Source information —
▼

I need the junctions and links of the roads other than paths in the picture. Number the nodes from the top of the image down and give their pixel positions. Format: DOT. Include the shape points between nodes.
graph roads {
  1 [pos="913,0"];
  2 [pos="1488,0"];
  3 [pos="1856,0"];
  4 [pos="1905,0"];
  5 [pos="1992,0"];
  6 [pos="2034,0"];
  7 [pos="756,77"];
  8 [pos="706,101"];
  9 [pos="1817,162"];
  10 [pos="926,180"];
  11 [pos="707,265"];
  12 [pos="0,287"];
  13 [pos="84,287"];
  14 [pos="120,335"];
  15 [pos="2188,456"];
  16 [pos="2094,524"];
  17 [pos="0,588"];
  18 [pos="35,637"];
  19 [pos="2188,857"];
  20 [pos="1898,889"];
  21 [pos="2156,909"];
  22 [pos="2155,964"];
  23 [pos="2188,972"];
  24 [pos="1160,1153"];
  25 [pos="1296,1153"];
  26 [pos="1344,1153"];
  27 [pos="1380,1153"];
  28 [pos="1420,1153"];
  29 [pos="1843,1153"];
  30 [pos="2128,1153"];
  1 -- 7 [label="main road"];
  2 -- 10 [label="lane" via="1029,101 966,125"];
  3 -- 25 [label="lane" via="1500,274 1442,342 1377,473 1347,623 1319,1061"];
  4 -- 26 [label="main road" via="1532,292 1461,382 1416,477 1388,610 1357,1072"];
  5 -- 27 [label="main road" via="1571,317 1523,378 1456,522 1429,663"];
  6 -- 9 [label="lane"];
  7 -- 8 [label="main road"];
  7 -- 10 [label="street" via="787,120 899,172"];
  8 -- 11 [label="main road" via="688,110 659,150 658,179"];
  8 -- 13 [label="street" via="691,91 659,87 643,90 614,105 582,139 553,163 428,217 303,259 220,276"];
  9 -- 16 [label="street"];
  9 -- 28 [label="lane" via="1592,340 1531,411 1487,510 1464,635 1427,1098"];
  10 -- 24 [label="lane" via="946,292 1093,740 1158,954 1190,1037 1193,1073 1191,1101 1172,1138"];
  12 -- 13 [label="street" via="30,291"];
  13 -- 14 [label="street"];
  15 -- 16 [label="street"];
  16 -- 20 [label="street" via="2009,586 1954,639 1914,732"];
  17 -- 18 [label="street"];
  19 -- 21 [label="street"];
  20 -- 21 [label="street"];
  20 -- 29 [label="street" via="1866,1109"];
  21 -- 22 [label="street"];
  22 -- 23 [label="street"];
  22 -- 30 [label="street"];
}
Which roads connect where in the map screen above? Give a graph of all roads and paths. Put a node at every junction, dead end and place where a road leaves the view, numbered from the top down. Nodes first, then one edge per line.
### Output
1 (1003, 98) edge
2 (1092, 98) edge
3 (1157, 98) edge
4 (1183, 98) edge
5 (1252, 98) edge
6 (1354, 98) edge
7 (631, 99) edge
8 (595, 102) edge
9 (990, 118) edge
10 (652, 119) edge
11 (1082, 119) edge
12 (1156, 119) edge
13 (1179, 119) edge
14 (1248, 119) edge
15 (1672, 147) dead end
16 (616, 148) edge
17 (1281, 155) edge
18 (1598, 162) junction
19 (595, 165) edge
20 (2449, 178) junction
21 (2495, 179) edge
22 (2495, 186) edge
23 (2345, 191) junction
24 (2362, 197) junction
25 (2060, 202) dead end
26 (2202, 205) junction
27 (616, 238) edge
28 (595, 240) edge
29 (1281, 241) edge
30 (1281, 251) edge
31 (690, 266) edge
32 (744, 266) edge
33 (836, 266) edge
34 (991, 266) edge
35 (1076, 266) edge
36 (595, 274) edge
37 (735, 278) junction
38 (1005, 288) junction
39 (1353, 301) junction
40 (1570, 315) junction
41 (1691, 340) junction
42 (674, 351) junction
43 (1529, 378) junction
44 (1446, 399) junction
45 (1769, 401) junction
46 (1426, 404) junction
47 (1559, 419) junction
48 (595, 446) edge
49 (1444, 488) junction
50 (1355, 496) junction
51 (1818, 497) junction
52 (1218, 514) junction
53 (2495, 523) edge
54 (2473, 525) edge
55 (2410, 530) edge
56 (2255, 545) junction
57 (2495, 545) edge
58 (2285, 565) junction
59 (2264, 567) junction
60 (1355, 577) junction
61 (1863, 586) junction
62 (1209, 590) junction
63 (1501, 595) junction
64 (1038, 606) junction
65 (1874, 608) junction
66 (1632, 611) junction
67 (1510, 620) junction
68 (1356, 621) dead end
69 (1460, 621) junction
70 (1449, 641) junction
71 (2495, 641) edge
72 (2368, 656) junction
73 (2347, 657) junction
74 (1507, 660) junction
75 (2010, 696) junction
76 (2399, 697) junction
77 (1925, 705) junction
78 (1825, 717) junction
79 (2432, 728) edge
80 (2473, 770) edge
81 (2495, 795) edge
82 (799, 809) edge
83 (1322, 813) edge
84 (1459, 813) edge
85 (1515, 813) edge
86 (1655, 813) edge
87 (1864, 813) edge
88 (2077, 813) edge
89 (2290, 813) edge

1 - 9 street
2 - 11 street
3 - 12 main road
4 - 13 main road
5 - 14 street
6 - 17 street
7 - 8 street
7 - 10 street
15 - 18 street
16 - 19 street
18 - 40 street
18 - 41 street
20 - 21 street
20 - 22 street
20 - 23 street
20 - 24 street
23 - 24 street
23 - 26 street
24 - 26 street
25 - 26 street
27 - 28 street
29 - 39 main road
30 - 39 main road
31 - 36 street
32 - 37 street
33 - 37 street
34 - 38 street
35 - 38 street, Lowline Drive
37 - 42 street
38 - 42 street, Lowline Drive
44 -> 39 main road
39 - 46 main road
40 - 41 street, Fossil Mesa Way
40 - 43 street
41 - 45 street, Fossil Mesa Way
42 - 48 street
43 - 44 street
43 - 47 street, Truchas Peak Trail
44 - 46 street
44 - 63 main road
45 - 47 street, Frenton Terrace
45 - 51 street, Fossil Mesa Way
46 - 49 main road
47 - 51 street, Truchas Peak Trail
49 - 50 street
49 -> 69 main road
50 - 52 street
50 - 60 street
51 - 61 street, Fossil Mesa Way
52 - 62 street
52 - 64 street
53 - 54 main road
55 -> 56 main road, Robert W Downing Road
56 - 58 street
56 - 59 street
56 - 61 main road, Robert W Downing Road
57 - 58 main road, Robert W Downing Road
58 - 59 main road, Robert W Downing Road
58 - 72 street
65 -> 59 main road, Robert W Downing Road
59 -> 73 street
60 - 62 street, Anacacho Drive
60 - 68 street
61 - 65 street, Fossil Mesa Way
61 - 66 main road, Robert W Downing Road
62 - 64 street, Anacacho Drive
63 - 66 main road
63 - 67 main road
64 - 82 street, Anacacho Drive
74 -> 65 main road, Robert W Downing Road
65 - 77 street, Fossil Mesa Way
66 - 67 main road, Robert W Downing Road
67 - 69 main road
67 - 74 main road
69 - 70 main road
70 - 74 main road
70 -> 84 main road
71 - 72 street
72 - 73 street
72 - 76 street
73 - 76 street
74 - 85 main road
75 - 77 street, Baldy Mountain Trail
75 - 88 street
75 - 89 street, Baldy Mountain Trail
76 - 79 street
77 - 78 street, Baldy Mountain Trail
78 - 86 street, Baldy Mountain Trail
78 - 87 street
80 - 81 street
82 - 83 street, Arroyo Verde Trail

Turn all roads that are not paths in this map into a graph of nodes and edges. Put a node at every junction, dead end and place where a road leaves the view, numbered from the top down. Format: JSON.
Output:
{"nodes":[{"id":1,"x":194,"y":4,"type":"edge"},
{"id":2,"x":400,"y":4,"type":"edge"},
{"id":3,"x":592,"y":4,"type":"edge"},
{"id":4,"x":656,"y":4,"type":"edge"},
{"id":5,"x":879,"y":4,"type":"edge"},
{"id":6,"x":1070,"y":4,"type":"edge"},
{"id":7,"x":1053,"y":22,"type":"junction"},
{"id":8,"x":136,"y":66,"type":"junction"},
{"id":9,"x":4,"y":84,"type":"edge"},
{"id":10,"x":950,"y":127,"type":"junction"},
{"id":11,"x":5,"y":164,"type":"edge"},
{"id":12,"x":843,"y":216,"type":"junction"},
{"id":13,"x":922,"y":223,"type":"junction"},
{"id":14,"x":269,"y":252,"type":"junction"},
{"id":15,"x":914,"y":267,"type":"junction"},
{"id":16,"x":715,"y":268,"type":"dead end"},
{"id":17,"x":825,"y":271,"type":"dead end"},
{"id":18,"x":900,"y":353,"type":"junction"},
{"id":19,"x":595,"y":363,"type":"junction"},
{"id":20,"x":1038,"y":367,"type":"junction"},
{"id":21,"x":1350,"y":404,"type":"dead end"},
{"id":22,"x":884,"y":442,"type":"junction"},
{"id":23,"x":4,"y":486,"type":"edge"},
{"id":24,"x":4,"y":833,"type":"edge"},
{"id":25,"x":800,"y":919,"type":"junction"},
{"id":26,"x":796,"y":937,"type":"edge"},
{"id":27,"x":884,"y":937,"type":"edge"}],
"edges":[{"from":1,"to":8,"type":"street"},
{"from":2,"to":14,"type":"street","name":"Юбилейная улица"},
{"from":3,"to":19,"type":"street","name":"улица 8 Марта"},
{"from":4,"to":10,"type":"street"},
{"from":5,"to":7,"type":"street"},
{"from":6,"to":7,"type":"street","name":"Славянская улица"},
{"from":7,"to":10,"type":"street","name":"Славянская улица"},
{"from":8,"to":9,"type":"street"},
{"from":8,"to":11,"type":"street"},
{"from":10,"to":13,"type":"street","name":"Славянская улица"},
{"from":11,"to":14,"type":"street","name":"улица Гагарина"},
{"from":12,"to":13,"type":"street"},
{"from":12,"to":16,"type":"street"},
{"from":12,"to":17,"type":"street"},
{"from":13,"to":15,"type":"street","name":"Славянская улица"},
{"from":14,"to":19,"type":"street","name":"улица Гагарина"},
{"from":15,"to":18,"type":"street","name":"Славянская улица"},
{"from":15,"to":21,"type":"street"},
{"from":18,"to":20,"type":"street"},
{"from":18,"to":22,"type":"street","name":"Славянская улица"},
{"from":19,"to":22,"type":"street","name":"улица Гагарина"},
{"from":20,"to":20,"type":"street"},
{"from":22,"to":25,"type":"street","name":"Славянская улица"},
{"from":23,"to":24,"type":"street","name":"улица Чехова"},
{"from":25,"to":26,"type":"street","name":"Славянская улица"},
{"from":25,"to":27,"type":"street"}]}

▲

Directions —
For the word "paths", go through the records and show each line that carries it.

Expected answer —
I need the junctions and links of the roads other than paths in the picture. Number the nodes from the top of the image down and give their pixel positions. Format: DOT. Include the shape points between nodes.
Which roads connect where in the map screen above? Give a graph of all roads and paths. Put a node at every junction, dead end and place where a road leaves the view, numbered from the top down. Nodes first, then one edge per line.
Turn all roads that are not paths in this map into a graph of nodes and edges. Put a node at every junction, dead end and place where a road leaves the view, numbered from the top down. Format: JSON.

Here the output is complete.